Figure 2. A. Helical wheel diagram of a cross section of the trimeric coiled-coil depicting the suppositious silver ion-binding site. B. Amino acid sequence of TZ1H depicting the three core histidine residues. The proposed packing arrangement of peptides of TZ1H in the -helical fibril is shown below. The staggered alignment arises from an axial displacement between adjacent protomers (white, His-containing heptads; red, non-His-containing heptads).C. Proposed coordination environment of the silver (I) ion in TZ1H based on the crystallographically determined structure of a tris(benzimidazole) silver (I) complex. D. Dependence of the CD spectra of TZ1H (50 mM, 10 mM Na2HPO4, pH 5.6) on silver (I) ion concentration at 4 °C. Inset: Dependence of []222 on silver (I) ion concentration.E. EDX analysis of a concentrated preparation of silver ion-induced fibers of TZ1H at equimolar silver:peptide concentration. The presence of copper arises from the EM grid. Inset: Dark-field STEM image of a dispersed fibril specimen (magnification: 200kx).
The oriented axial assembly of protein motifs represents the primary structural feature that underlies the formation of native protein-based fibrils such as keratin, collagen, tubulin, and F-actin. Self-assembly occurs via linear propagation of the subunits along an incipient fibril that is mediated through specific molecular recognition interactions at structurally complementary interfaces. The structural features that guide self-assembly are encoded within the sequences of the protein subunits and include complementary packing of side chains at the interface, as well as electrostatic, hydrophobic, and hydrogen-bonding interactions. Given the richness of the molecular-scale information programmed within the sequences of polypeptides, it should not be surprising that synthetic materials have yet to recapitulate the self-assembly behavior of native protein-based, assemblies. Thus, elucidating design principles that underlie the self-assembly of fibrillogenic proteins into structurally defined, supramolecular structures is of interest not only in generating synthetic polypeptides that mimic native structural proteins but also for the design of new materials with biological, chemical, and mechanical properties that exceed those of currently available synthetic polymers.

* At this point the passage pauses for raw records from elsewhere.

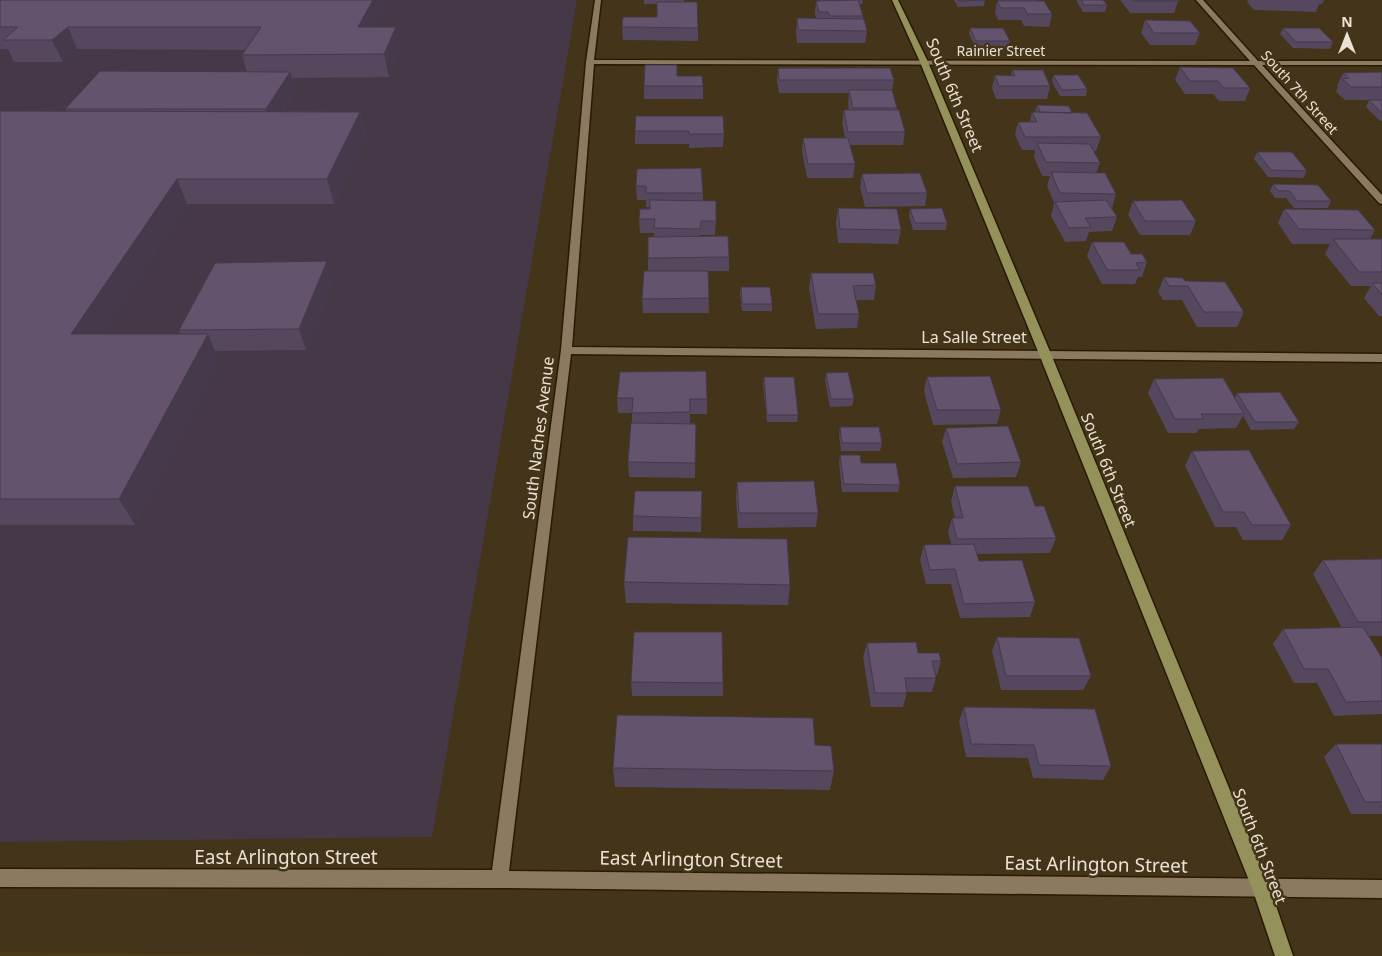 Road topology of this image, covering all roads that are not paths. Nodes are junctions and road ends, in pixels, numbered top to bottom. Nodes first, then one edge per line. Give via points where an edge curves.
1 (598, 0) edge
2 (894, 0) edge
3 (1198, 0) edge
4 (590, 62) junction
5 (924, 62) junction
6 (1256, 63) junction
7 (1382, 63) edge
8 (1382, 201) edge
9 (566, 350) junction
10 (1045, 354) junction
11 (1382, 358) edge
12 (0, 878) edge
13 (498, 878) junction
14 (1261, 888) junction
15 (1382, 889) edge
16 (1284, 956) edge

1 - 4 street, South Naches Avenue
2 - 5 street, South 6th Street
3 - 6 street, South 7th Street
4 - 5 street, Rainier Street
4 - 9 street, South Naches Avenue
5 - 6 street, Rainier Street
5 - 10 street, South 6th Street
6 - 7 street, Rainier Street
6 - 8 street, South 7th Street
9 - 10 street, La Salle Street
9 - 13 street, South Naches Avenue
10 - 11 street, La Salle Street
10 - 14 street, South 6th Street
12 - 13 street, East Arlington Street
13 - 14 street, East Arlington Street
14 - 15 street, East Arlington Street
14 - 16 street, South 6th Street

The simplest structural units that comprise protein-based fibrils are based on fundamental secondary structure elements such as alpha-helices and beta-strands. Although self-assembling beta-sheet peptides based on amyloid and related de novo amino acid sequences are being actively scrutinized as functional nanoscale materials, the design of self-assembled fibrils derived from alpha-helical peptides has not advanced to a similar extent. Helical scaffolds differ in critical structural features from beta-sheet assemblies, including the structural periodicity of the fiber repeats, the orientation of protomers relative to the long axis of the fibril, and the physical basis of self-association. These considerations suggest that helical protomers may be effectively considered as complementary blocks to beta-strands, and that the resulting coiled-coil fibrils may have significantly different physical properties than those of beta-sheet fibrils. Moreover, in contrast to amyloidogenic peptides, the principles that govern the association of helical protomers into discrete coiled-coil assemblies have been elucidated in detail on the basis of structural studies of model peptides such as leucine zippers. However, until recently, the potential of these helical peptides for the construction of synthetic self-assembled materials remained largely untapped, despite the fact that fibrils derived from alpha-helical coiled-coil motifs occurs widely in native biological systems. Thus, alpha-helical proteins derived from coiled-coil structural motifs represent attractive targets for de novoengineering of structurally defined fibrils from self-assembly of synthetic helical protomers.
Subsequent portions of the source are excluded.